Identification and time line for "automation" of account management on dedicated and shared systems.

See Jim’s slides for detail on this. Also, clarified that “dedicated” means a specific resource – full system or static designated nodes – available all of the time to SURAgrid users; “shared” means a portion or percentage of a resource will be made available to SURAgrid users as an allocation – could be “used up” in a particular time frame, for instance. Those currently planning to work with Jim on procedures for dedicated systems include: UAB, TTU, GSU, UVA, TAMU. Those that can provide input /scenarios for shared systems include: Vanderbilt, TACC, TAMU, USC, ULL, UKY
Currently, Jim is completing code that UAB is scheduled to pilot within one month. Once they see how this goes, will expand the trial.
UVA is currently using a UMich interface for accounting (SourceForge & NMI: PBS XML Accounting) to show who is doing what on their campus grid and if sites are getting their expected benefit. The UMich product currently works with PBS (OpenPBS and PBSPro) (now also Condor) and Jim may be able to incorporate this for SURAgrid accounting as well. He might also be able to map information coming out of a SURAgrid account management system to what other products need. We also discussed that each site is now able to see the usage of their own systems and, if this info could be aggregated in a database, we’d be able to query the other way around as well – for a site to see what other sites’ systems they had made use of. URL from Ashok on all of the accounting packages. Possible Accounting pilot project here: who’s in, who’s in charge, when does it happen? MFY to add this for discussion in a future SURAgrid call.

Update from September 12 SURAgrid call:

Will keep this on the list for future discussion but no action yet. Could probably use a simple format for sharing this information a - possibly just aggregating information into a database that can be queried - and it will be important to use GGF Accounting XML group schema for whatever we do.

Taking some of the steps towards b on-site if that makes sense and there's time – Wasn’t any time :-(.

12:30 – Lunch w/lunch speaker!!!

John-Paul Robinson spoke about one of his latest projects related to Shibboleth and used in conjunction with (among other things) UABgrid authN/authZ: OpenIDP, http://www.openidp.org. More from John-Paul if he wants to send it…
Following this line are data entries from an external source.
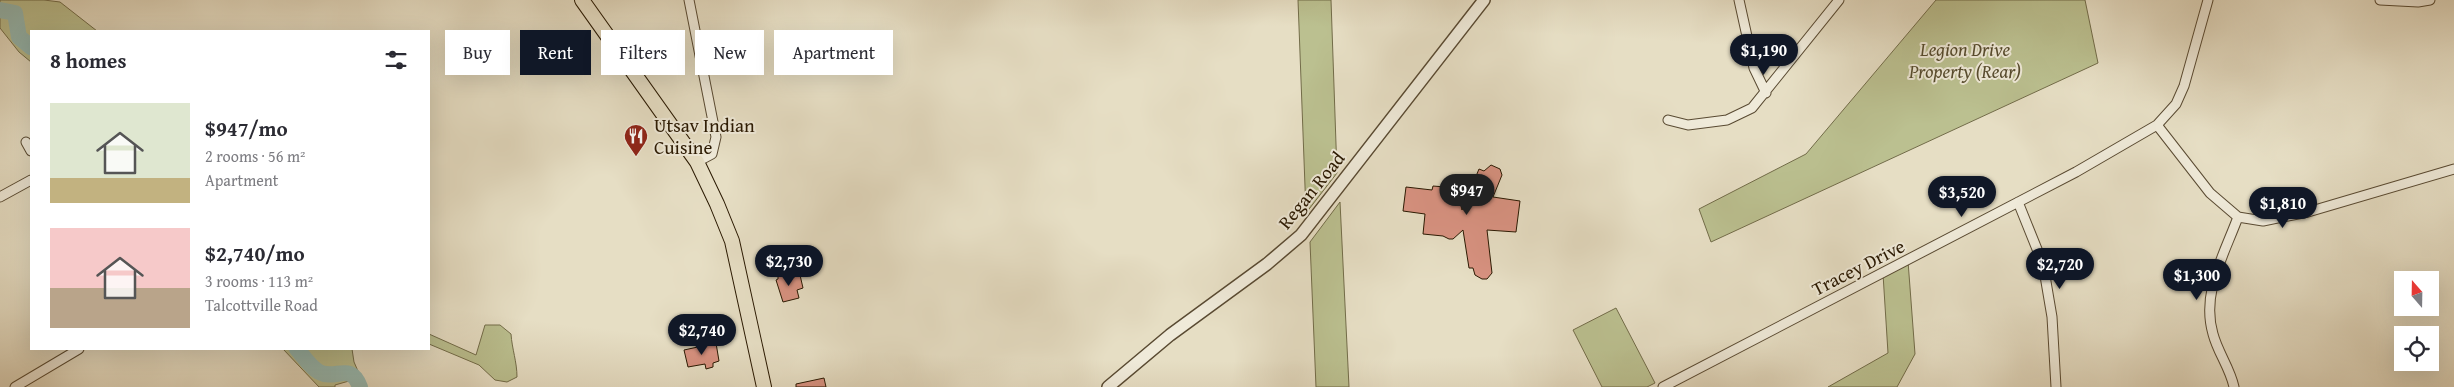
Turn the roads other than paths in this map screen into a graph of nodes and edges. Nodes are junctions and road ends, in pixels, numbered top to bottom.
1 (582, 0) edge
2 (689, 0) edge
3 (1484, 0) edge
4 (1739, 0) edge
5 (1839, 0) edge
6 (2208, 0) edge
7 (2380, 0) edge
8 (2430, 0) edge
9 (1766, 93) junction
10 (1668, 120) dead end
11 (2157, 125) junction
12 (26, 142) dead end
13 (30, 149) edge
14 (697, 162) junction
15 (2454, 169) edge
16 (30, 181) edge
17 (0, 197) edge
18 (2018, 202) junction
19 (2238, 217) junction
20 (77, 350) edge
21 (15, 387) edge
22 (764, 387) edge
23 (1108, 387) edge
24 (1663, 387) edge
25 (2056, 387) edge
26 (2234, 387) edge

1 - 14 main road
2 - 14 street
3 - 23 street, Regan Road
4 - 9 street
5 - 9 street
6 - 11 street, Tracey Drive
7 - 8 street
9 - 10 street
11 - 18 street, Tracey Drive
11 - 19 street
12 - 13 street
14 - 22 main road
15 - 19 street
16 - 17 street
18 - 24 street, Tracey Drive
18 - 25 street
19 - 26 street
20 - 21 street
Catalyzing Applications - led by Art Vandenberg

application identification and development of time lines and next steps for all suggested applications, including those for I2 demo
brainstorming re: potential SUN proposal (Gary Crane)
gathering means/methods we collectively know for grid-enabling applications and how we can assist with that
ways to promote SURAgrid at participating institutions and beyond, including prep for pres/demo at the September I2 meeting if there's time.

Art – I really lost track of taking notes here since we were skipping around a bit. Please send important points you want “on the record” and I will incorporate them into the notes.

Below are some last minute points we pondered as to why institutions might get/stay involved in SURAgrid, from resource contribution and also application perspectives. Will incorporate these into the Participation documentation mentioned in earlier section on grid-building:

What would help most in getting your resources online?

Prove that institutions benefit by getting resources back (or other benefits) [over time, should get out what you put in; short term, may be able to get access to more or special resources]
More things like the Install Fest (always include with in-person)

Remember: It is the mission of the university to advance science, research and education.

What would help most in getting your applications online?

Define what SURAgrid benefits are – why run on SURAgrid rather than locally
Assistance in grid-enabling applications
Remember: It is the mission of the university to advance science, research and education :-).